> _TASK BRIEF_
Where does the word "include" show up in the records? Copy every line that holds it.
□ □ □ □
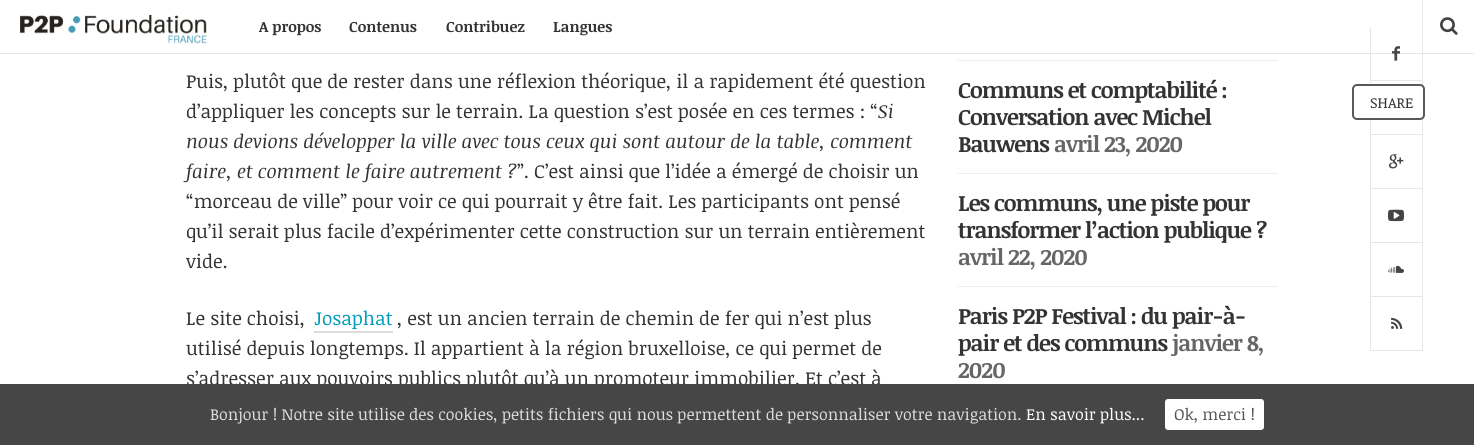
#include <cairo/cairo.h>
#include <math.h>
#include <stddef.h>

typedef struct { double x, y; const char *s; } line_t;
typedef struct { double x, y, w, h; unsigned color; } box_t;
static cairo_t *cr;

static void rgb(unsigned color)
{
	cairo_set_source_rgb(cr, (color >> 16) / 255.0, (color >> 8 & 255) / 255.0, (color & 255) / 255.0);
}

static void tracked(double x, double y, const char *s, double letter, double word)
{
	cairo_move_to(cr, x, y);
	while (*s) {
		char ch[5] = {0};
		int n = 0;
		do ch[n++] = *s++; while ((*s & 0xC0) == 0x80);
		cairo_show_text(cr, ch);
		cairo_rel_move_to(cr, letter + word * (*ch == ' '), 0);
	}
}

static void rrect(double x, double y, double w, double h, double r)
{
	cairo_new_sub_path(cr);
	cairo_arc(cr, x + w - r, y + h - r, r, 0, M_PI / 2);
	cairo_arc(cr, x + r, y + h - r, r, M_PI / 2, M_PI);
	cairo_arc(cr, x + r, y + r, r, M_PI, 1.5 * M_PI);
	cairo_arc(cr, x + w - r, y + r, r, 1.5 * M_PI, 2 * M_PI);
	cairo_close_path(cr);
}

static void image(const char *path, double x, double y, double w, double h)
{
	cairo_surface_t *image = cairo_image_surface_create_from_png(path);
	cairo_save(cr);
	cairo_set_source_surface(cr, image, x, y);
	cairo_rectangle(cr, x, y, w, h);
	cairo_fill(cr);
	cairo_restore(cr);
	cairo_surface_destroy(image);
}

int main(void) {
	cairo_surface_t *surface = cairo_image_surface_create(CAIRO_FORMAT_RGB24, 1474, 445);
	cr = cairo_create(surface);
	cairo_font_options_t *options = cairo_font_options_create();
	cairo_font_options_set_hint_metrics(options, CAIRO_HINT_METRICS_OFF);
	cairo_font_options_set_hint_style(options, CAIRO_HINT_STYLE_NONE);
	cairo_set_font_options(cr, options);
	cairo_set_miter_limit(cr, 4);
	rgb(0xffffff);
	cairo_paint(cr);
	rgb(0xe7e7e7);
	cairo_rectangle(cr, 0, 53, 1474, 1);
	cairo_fill(cr);
	image("img/1.png", 20, 15, 187, 29);
	{
		static const box_t items[] = {
			{1422, 0, 1, 351, 0xe7e7e7},
			{1370, 80, 53, 1, 0xe7e7e7},
			{1370, 27, 1, 54, 0xe7e7e7},
		};
		for (size_t i = 0; i < sizeof items / sizeof *items; i++) {
			rgb(items[i].color);
			cairo_rectangle(cr, items[i].x, items[i].y, items[i].w, items[i].h);
			cairo_fill(cr);
		}
	}
	image("img/2.png", 1392, 46, 8, 15);
	{
		static const box_t items[] = {
			{1370, 134, 53, 1, 0xe7e7e7},
			{1370, 81, 1, 54, 0xe7e7e7},
			{1370, 188, 53, 1, 0xe7e7e7},
			{1370, 135, 1, 54, 0xe7e7e7},
		};
		for (size_t i = 0; i < sizeof items / sizeof *items; i++) {
			rgb(items[i].color);
			cairo_rectangle(cr, items[i].x, items[i].y, items[i].w, items[i].h);
			cairo_fill(cr);
		}
	}
	image("img/3.png", 1389, 154, 15, 15);
	cairo_rectangle(cr, 1370, 242, 53, 1);
	cairo_fill(cr);
	cairo_rectangle(cr, 1370, 189, 1, 54);
	cairo_fill(cr);
	image("img/4.png", 1388, 209, 16, 13);
	cairo_rectangle(cr, 1370, 296, 53, 1);
	cairo_fill(cr);
	cairo_rectangle(cr, 1370, 243, 1, 54);
	cairo_fill(cr);
	image("img/5.png", 1388, 265, 16, 8);
	cairo_rectangle(cr, 1370, 350, 53, 1);
	cairo_fill(cr);
	cairo_rectangle(cr, 1370, 297, 1, 54);
	cairo_fill(cr);
	image("img/6.png", 1391, 317, 12, 12);
	image("img/7.png", 1440, 17, 18, 18);
	{
		static const box_t items[] = {
			{314, 331, 79, 2, 0xdddddd},
			{958, 60, 320, 1, 0xeeeeee},
			{958, 173, 320, 1, 0xeeeeee},
			{958, 286, 320, 1, 0xeeeeee},
		};
		for (size_t i = 0; i < sizeof items / sizeof *items; i++) {
			rgb(items[i].color);
			cairo_rectangle(cr, items[i].x, items[i].y, items[i].w, items[i].h);
			cairo_fill(cr);
		}
	}
	rgb(0xffffff);
	rrect(1353, 85, 71, 34, 4);
	cairo_fill_preserve(cr);
	rgb(0x595959);
	cairo_stroke(cr);
	cairo_select_font_face(cr, "Noticia Text", CAIRO_FONT_SLANT_NORMAL, CAIRO_FONT_WEIGHT_BOLD);
	cairo_set_font_size(cr, 15);
	rgb(0x333333);
	{
		static const line_t items[] = {
			{259, 32, "A propos"},
			{349, 32, "Contenus"},
			{446, 32, "Contribuez"},
			{553, 32, "Langues"},
		};
		for (size_t i = 0; i < sizeof items / sizeof *items; i++) {
			cairo_move_to(cr, items[i].x, items[i].y);
			cairo_show_text(cr, items[i].s);
		}
	}
	cairo_select_font_face(cr, "Noticia Text", CAIRO_FONT_SLANT_NORMAL, CAIRO_FONT_WEIGHT_NORMAL);
	cairo_set_font_size(cr, 19);
	cairo_move_to(cr, 186, 88);
	cairo_show_text(cr, "Puis, plutôt que de rester dans une réflexion théorique, il a rapidement été question");
	cairo_move_to(cr, 186, 118);
	cairo_show_text(cr, "d’appliquer les concepts sur le terrain. La question s’est posée en ces termes : “");
	cairo_select_font_face(cr, "Noticia Text", CAIRO_FONT_SLANT_ITALIC, CAIRO_FONT_WEIGHT_NORMAL);
	{
		static const line_t items[] = {
			{878, 118, "Si"},
			{186, 148, "nous devions développer la ville avec tous ceux qui sont autour de la table, comment"},
			{186, 178, "faire, et comment le faire autrement ?"},
		};
		for (size_t i = 0; i < sizeof items / sizeof *items; i++) {
			cairo_move_to(cr, items[i].x, items[i].y);
			cairo_show_text(cr, items[i].s);
		}
	}
	cairo_select_font_face(cr, "Noticia Text", CAIRO_FONT_SLANT_NORMAL, CAIRO_FONT_WEIGHT_NORMAL);
	{
		static const line_t items[] = {
			{517, 178, "”. C’est ainsi que l’idée a émergé de choisir un"},
			{186, 208, "“morceau de ville” pour voir ce qui pourrait y être fait. Les participants ont pensé"},
			{186, 238, "qu’il serait plus facile d’expérimenter cette construction sur un terrain entièrement"},
			{186, 268, "vide."},
			{186, 325, "Le site choisi,"},
		};
		for (size_t i = 0; i < sizeof items / sizeof *items; i++) {
			cairo_move_to(cr, items[i].x, items[i].y);
			cairo_show_text(cr, items[i].s);
		}
	}
	rgb(0x009cba);
	cairo_move_to(cr, 314, 325);
	cairo_show_text(cr, "Josaphat");
	rgb(0x333333);
	{
		static const line_t items[] = {
			{397, 325, ", est un ancien terrain de chemin de fer qui n’est plus"},
			{186, 355, "utilisé depuis longtemps. Il appartient à la région bruxelloise, ce qui permet de"},
			{186, 385, "s’adresser aux pouvoirs publics plutôt qu’à un promoteur immobilier. Et c’est à"},
		};
		for (size_t i = 0; i < sizeof items / sizeof *items; i++) {
			cairo_move_to(cr, items[i].x, items[i].y);
			cairo_show_text(cr, items[i].s);
		}
	}
	cairo_select_font_face(cr, "Noticia Text", CAIRO_FONT_SLANT_NORMAL, CAIRO_FONT_WEIGHT_BOLD);
	cairo_set_font_size(cr, 22.4);
	{
		static const line_t items[] = {
			{958, 98, "Communs et comptabilité :"},
			{958, 125, "Conversation avec Michel"},
			{958, 152, "Bauwens"},
		};
		for (size_t i = 0; i < sizeof items / sizeof *items; i++) {
			tracked(items[i].x, items[i].y, items[i].s, -1, 0);
		}
	}
	rgb(0x666666);
	tracked(1054, 152, "avril 23, 2020", -1, 0);
	rgb(0x333333);
	tracked(958, 211, "Les communs, une piste pour", -1, 0);
	tracked(958, 238, "transformer l’action publique ?", -1, 0);
	rgb(0x666666);
	tracked(958, 265, "avril 22, 2020", -1, 0);
	rgb(0x333333);
	tracked(958, 324, "Paris P2P Festival : du pair-à-", -1, 0);
	tracked(958, 351, "pair et des communs", -1, 0);
	rgb(0x666666);
	tracked(1172, 351, "janvier 8,", -1, 0);
	tracked(958, 378, "2020", -1, 0);
	cairo_select_font_face(cr, "Noticia Text", CAIRO_FONT_SLANT_NORMAL, CAIRO_FONT_WEIGHT_NORMAL);
	cairo_set_font_size(cr, 14.5);
	rgb(0x333333);
	cairo_move_to(cr, 1370, 108);
	cairo_show_text(cr, "SHARE");
	rgb(0x464646);
	cairo_rectangle(cr, 0, 384, 1474, 61);
	cairo_fill(cr);
	cairo_set_font_size(cr, 16);
	rgb(0xdddddd);
	cairo_move_to(cr, 210, 420);
	cairo_show_text(cr, "Bonjour ! Notre site utilise des cookies, petits fichiers qui nous permettent de personnaliser votre navigation.");
	rgb(0xffffff);
	cairo_move_to(cr, 1026, 420);
	cairo_show_text(cr, "En savoir plus...");
	rrect(1165, 399, 99, 31, 3);
	cairo_fill(cr);
	rgb(0x555555);
	cairo_move_to(cr, 1174, 420);
	cairo_show_text(cr, "Ok, merci !");
	cairo_surface_write_to_png(surface, "page.png");
	cairo_font_options_destroy(options);
	cairo_destroy(cr);
	cairo_surface_destroy(surface);
	return 0;
}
□ □ □ □
> _SOLUTION_
#include <cairo/cairo.h>
#include <math.h>
#include <stddef.h>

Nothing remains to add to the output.